Thèse de doctorat en Sociologie - EHESS
Par Gwendoline DEBETHUNE
Sous la direction de François GIPOULOUX
et la co-direction de Isabelle ATTANE
Année de soutenance 2015

Résumé

Français Anglais
Contracter un microcrédit permet aux femmes de démarrer ou développer une micro-entreprise et, de cette manière, de gagner en autonomie. C'est ainsi, à l'échelle globale, que le microcrédit est présenté et diffusé aux quatre coins du globe par de nombreux patriciens et experts d'organisations internationales. Qu'en est-il en République Populaire de Chine, dans les discours comme dans les faits ? Cette question apparaît d'autant plus pertinente que, jusqu'à présent, les effets de la modernisation économique sur le statut des femmes chinoises se sont révélés paradoxaux. Une étude ethnographique multi-située auprès de promoteurs de microcrédits et d'emprunteuses au sein de sept organismes de microcrédit a permis de mettre en perspective les discours globalisé et chinois sur l'autonomisation des femmes par le microcrédit avec les réalités locales. Il en ressort de nombreux décalages caractérisant la microfinance chinoise en général et l'accès des Chinoises au microcrédit en zone rurale et périurbaine en particulier qui incombent à un contexte social, politique et économique chinois et à un environnement global défavorables à l'amélioration du statut socioéconomique des femmes par le microcrédit. Loin de lutter contre la subordination des femmes, leur accès au microcrédit, pris dans les rets des rapports sociaux de sexe, se révèle détourné voire instrumentalisé au service du développement de l'économie locale et ainsi du maintien de la stabilité sociale. Cette thèse montre comment le discours chinois et globalisé sur l'autonomisation des femmes par le microcrédit s'inscrit dans une vision néolibérale (et patriarcale) des sociétés qu'il reproduit et alimente.

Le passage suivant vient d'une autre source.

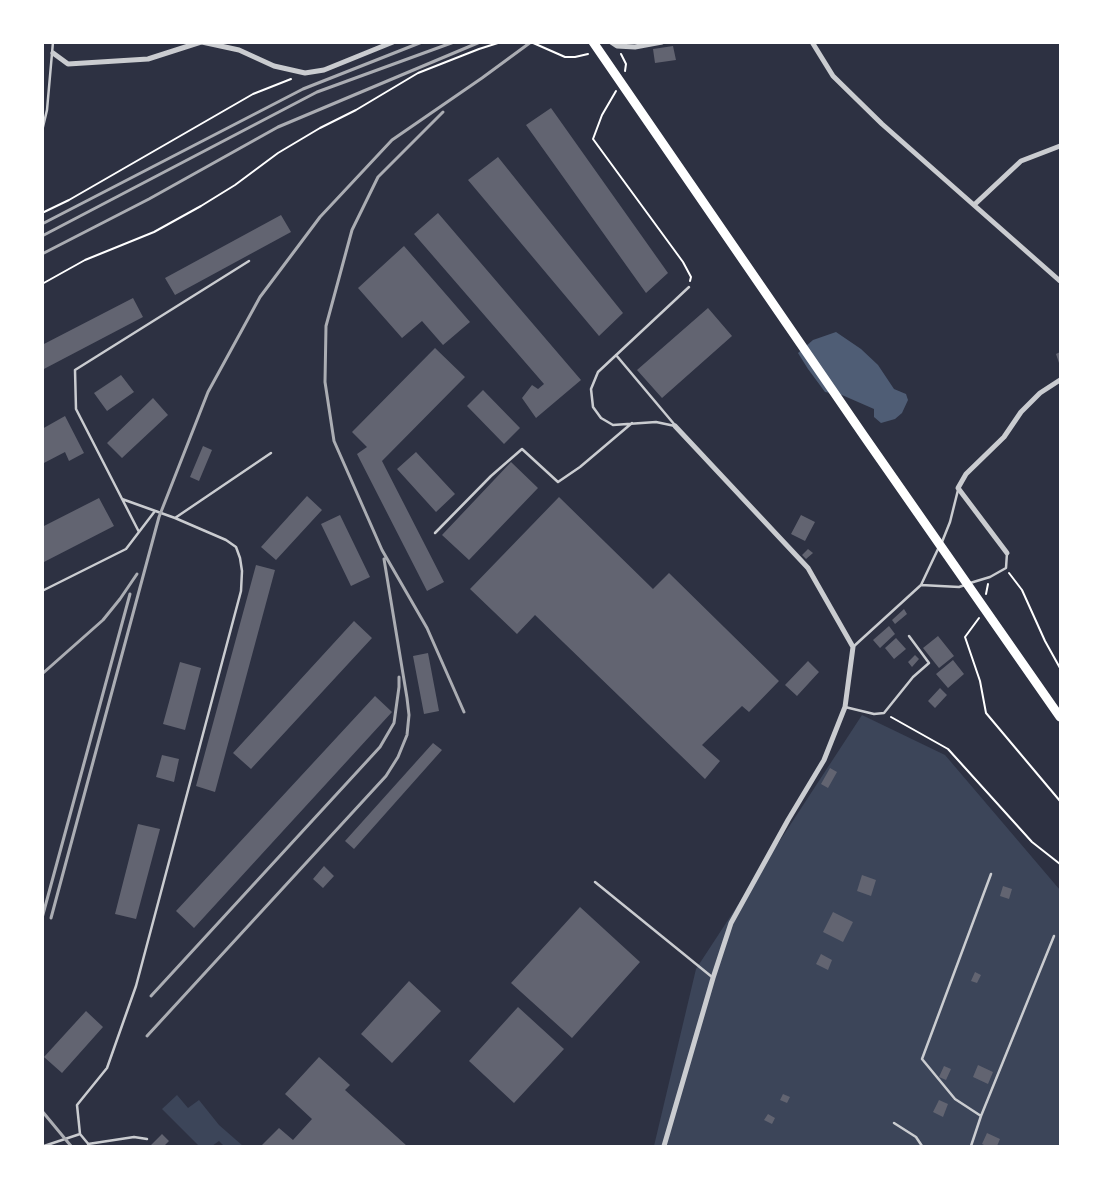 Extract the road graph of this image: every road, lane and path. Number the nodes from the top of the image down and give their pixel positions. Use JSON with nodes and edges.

Taking out a microcredit offers to women the opportunity to start or develop micro-enterprise and, this way, to empower themselves. At the global level, this is how microcredit is presented and spread throughout the world by many practitioners and international organisations' experts. What about People's Republic of China, in discourses as well as in practice? This question is all the more relevant that until now the impacts of economic modernization on Chinese women status have been paradoxical. A multi-sited ethnographic study conducted with promoters and female borrowers in seven microcredit institutions led to putting into perspective globalized and Chinese discourses on women empowerment through microcredit with local realities. Due to a Chinese social, political and economical context and a global environment unfavourable to improving women socioeconomic status, many discrepancies, characterizing Chinese microfinance in general and Chinese women's access to microcredit in rural suburban areas in particular, have been found. Far from fighting women subordination, women's access to microcredit, caught up in gender relationships, appears to be distorted, even instrumentalized, to in the service of local economic development and therefore to social stability. This thesis shows how Chinese and globalized discourse on women empowerment through microcredit fits into a neoliberal (and patriarchal) views of societies that it reproduces and feeds.